→ **PROBLEM STATEMENT**
The job is to output each record again, character for character.

→ **SOURCE RECORDS**
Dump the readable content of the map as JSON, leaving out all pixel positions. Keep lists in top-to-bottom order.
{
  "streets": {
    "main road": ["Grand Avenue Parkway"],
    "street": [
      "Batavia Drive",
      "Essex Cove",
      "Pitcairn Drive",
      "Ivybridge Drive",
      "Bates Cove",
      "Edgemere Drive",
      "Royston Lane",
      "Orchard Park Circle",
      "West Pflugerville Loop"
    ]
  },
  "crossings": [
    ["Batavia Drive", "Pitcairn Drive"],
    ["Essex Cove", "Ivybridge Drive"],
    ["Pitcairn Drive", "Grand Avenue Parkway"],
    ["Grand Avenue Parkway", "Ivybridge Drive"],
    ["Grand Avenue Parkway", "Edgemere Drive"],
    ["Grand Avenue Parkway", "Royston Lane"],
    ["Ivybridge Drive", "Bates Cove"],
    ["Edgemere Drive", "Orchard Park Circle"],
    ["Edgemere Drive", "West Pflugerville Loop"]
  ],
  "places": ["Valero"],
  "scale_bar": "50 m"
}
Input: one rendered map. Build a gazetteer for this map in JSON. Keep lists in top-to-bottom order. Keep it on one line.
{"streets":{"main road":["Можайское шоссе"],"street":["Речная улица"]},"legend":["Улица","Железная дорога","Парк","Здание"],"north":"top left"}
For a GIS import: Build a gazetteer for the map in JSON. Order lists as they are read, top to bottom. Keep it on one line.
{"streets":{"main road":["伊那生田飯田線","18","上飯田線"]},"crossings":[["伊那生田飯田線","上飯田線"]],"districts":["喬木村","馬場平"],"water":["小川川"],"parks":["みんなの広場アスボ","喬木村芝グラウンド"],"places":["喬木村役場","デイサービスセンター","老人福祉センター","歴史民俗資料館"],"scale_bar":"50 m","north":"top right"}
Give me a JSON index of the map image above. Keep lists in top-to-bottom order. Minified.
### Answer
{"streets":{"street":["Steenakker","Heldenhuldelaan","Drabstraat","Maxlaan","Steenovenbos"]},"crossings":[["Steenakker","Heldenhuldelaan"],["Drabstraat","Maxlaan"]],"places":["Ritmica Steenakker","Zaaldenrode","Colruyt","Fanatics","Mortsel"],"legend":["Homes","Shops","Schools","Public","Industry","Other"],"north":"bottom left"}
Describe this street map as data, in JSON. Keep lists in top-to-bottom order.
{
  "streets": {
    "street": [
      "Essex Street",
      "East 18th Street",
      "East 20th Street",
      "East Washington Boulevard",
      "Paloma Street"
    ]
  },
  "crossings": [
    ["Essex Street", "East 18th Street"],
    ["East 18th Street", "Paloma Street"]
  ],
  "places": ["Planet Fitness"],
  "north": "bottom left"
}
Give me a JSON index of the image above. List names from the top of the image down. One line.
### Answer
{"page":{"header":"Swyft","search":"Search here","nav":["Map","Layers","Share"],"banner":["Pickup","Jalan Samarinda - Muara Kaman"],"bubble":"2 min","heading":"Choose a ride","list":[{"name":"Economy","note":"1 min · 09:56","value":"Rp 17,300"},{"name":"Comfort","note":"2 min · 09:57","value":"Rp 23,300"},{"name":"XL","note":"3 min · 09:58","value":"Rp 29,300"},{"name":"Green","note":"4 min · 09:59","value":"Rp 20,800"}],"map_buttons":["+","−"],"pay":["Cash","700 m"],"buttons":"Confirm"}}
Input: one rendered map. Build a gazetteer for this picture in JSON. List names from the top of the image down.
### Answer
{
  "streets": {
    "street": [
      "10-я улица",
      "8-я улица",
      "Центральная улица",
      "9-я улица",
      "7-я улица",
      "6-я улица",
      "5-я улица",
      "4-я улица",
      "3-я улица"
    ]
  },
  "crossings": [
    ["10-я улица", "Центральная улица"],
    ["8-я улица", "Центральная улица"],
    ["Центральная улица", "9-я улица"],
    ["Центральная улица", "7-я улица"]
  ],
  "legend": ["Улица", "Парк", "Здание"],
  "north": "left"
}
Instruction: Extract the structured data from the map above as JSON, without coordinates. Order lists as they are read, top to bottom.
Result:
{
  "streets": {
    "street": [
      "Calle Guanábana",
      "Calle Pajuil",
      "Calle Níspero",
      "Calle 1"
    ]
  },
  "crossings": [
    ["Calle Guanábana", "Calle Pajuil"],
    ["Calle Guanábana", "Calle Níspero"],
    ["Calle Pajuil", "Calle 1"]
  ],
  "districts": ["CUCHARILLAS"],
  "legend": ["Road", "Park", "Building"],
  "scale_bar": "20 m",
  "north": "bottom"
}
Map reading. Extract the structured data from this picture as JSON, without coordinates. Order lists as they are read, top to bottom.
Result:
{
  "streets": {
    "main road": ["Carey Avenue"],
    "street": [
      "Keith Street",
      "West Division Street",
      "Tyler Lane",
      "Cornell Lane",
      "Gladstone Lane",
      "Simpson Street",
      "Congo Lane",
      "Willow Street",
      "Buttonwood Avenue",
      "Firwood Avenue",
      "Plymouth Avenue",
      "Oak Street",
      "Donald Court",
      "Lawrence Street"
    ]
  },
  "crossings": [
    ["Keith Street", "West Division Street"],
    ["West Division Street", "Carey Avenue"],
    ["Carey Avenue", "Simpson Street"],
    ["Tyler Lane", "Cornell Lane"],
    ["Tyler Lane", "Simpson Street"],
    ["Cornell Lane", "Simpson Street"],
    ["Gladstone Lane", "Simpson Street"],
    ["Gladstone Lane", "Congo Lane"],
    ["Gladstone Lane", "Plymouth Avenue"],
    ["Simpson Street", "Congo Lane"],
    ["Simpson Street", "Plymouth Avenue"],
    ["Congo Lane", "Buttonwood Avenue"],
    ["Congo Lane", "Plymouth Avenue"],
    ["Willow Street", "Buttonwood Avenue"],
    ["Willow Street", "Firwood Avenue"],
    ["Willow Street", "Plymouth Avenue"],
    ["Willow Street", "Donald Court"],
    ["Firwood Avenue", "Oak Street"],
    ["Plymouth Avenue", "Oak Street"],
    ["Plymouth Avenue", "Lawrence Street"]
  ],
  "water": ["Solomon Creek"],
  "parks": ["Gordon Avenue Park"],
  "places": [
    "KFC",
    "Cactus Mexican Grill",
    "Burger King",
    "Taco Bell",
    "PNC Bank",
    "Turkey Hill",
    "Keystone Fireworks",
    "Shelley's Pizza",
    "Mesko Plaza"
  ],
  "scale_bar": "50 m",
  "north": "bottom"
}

→ **SOLVED PROBLEM**
Dump the readable content of the map as JSON, leaving out all pixel positions. Keep lists in top-to-bottom order.
{
  "streets": {
    "main road": ["Grand Avenue Parkway"],
    "street": [
      "Batavia Drive",
      "Essex Cove",
      "Pitcairn Drive",
      "Ivybridge Drive",
      "Bates Cove",
      "Edgemere Drive",
      "Royston Lane",
      "Orchard Park Circle",
      "West Pflugerville Loop"
    ]
  },
  "crossings": [
    ["Batavia Drive", "Pitcairn Drive"],
    ["Essex Cove", "Ivybridge Drive"],
    ["Pitcairn Drive", "Grand Avenue Parkway"],
    ["Grand Avenue Parkway", "Ivybridge Drive"],
    ["Grand Avenue Parkway", "Edgemere Drive"],
    ["Grand Avenue Parkway", "Royston Lane"],
    ["Ivybridge Drive", "Bates Cove"],
    ["Edgemere Drive", "Orchard Park Circle"],
    ["Edgemere Drive", "West Pflugerville Loop"]
  ],
  "places": ["Valero"],
  "scale_bar": "50 m"
}
Input: one rendered map. Build a gazetteer for this map in JSON. Keep lists in top-to-bottom order. Keep it on one line.
{"streets":{"main road":["Можайское шоссе"],"street":["Речная улица"]},"legend":["Улица","Железная дорога","Парк","Здание"],"north":"top left"}
For a GIS import: Build a gazetteer for the map in JSON. Order lists as they are read, top to bottom. Keep it on one line.
{"streets":{"main road":["伊那生田飯田線","18","上飯田線"]},"crossings":[["伊那生田飯田線","上飯田線"]],"districts":["喬木村","馬場平"],"water":["小川川"],"parks":["みんなの広場アスボ","喬木村芝グラウンド"],"places":["喬木村役場","デイサービスセンター","老人福祉センター","歴史民俗資料館"],"scale_bar":"50 m","north":"top right"}
Give me a JSON index of the map image above. Keep lists in top-to-bottom order. Minified.
### Answer
{"streets":{"street":["Steenakker","Heldenhuldelaan","Drabstraat","Maxlaan","Steenovenbos"]},"crossings":[["Steenakker","Heldenhuldelaan"],["Drabstraat","Maxlaan"]],"places":["Ritmica Steenakker","Zaaldenrode","Colruyt","Fanatics","Mortsel"],"legend":["Homes","Shops","Schools","Public","Industry","Other"],"north":"bottom left"}
Describe this street map as data, in JSON. Keep lists in top-to-bottom order.
{
  "streets": {
    "street": [
      "Essex Street",
      "East 18th Street",
      "East 20th Street",
      "East Washington Boulevard",
      "Paloma Street"
    ]
  },
  "crossings": [
    ["Essex Street", "East 18th Street"],
    ["East 18th Street", "Paloma Street"]
  ],
  "places": ["Planet Fitness"],
  "north": "bottom left"
}
Give me a JSON index of the image above. List names from the top of the image down. One line.
### Answer
{"page":{"header":"Swyft","search":"Search here","nav":["Map","Layers","Share"],"banner":["Pickup","Jalan Samarinda - Muara Kaman"],"bubble":"2 min","heading":"Choose a ride","list":[{"name":"Economy","note":"1 min · 09:56","value":"Rp 17,300"},{"name":"Comfort","note":"2 min · 09:57","value":"Rp 23,300"},{"name":"XL","note":"3 min · 09:58","value":"Rp 29,300"},{"name":"Green","note":"4 min · 09:59","value":"Rp 20,800"}],"map_buttons":["+","−"],"pay":["Cash","700 m"],"buttons":"Confirm"}}
Input: one rendered map. Build a gazetteer for this picture in JSON. List names from the top of the image down.
### Answer
{
  "streets": {
    "street": [
      "10-я улица",
      "8-я улица",
      "Центральная улица",
      "9-я улица",
      "7-я улица",
      "6-я улица",
      "5-я улица",
      "4-я улица",
      "3-я улица"
    ]
  },
  "crossings": [
    ["10-я улица", "Центральная улица"],
    ["8-я улица", "Центральная улица"],
    ["Центральная улица", "9-я улица"],
    ["Центральная улица", "7-я улица"]
  ],
  "legend": ["Улица", "Парк", "Здание"],
  "north": "left"
}
Instruction: Extract the structured data from the map above as JSON, without coordinates. Order lists as they are read, top to bottom.
Result:
{
  "streets": {
    "street": [
      "Calle Guanábana",
      "Calle Pajuil",
      "Calle Níspero",
      "Calle 1"
    ]
  },
  "crossings": [
    ["Calle Guanábana", "Calle Pajuil"],
    ["Calle Guanábana", "Calle Níspero"],
    ["Calle Pajuil", "Calle 1"]
  ],
  "districts": ["CUCHARILLAS"],
  "legend": ["Road", "Park", "Building"],
  "scale_bar": "20 m",
  "north": "bottom"
}
Map reading. Extract the structured data from this picture as JSON, without coordinates. Order lists as they are read, top to bottom.
Result:
{
  "streets": {
    "main road": ["Carey Avenue"],
    "street": [
      "Keith Street",
      "West Division Street",
      "Tyler Lane",
      "Cornell Lane",
      "Gladstone Lane",
      "Simpson Street",
      "Congo Lane",
      "Willow Street",
      "Buttonwood Avenue",
      "Firwood Avenue",
      "Plymouth Avenue",
      "Oak Street",
      "Donald Court",
      "Lawrence Street"
    ]
  },
  "crossings": [
    ["Keith Street", "West Division Street"],
    ["West Division Street", "Carey Avenue"],
    ["Carey Avenue", "Simpson Street"],
    ["Tyler Lane", "Cornell Lane"],
    ["Tyler Lane", "Simpson Street"],
    ["Cornell Lane", "Simpson Street"],
    ["Gladstone Lane", "Simpson Street"],
    ["Gladstone Lane", "Congo Lane"],
    ["Gladstone Lane", "Plymouth Avenue"],
    ["Simpson Street", "Congo Lane"],
    ["Simpson Street", "Plymouth Avenue"],
    ["Congo Lane", "Buttonwood Avenue"],
    ["Congo Lane", "Plymouth Avenue"],
    ["Willow Street", "Buttonwood Avenue"],
    ["Willow Street", "Firwood Avenue"],
    ["Willow Street", "Plymouth Avenue"],
    ["Willow Street", "Donald Court"],
    ["Firwood Avenue", "Oak Street"],
    ["Plymouth Avenue", "Oak Street"],
    ["Plymouth Avenue", "Lawrence Street"]
  ],
  "water": ["Solomon Creek"],
  "parks": ["Gordon Avenue Park"],
  "places": [
    "KFC",
    "Cactus Mexican Grill",
    "Burger King",
    "Taco Bell",
    "PNC Bank",
    "Turkey Hill",
    "Keystone Fireworks",
    "Shelley's Pizza",
    "Mesko Plaza"
  ],
  "scale_bar": "50 m",
  "north": "bottom"
}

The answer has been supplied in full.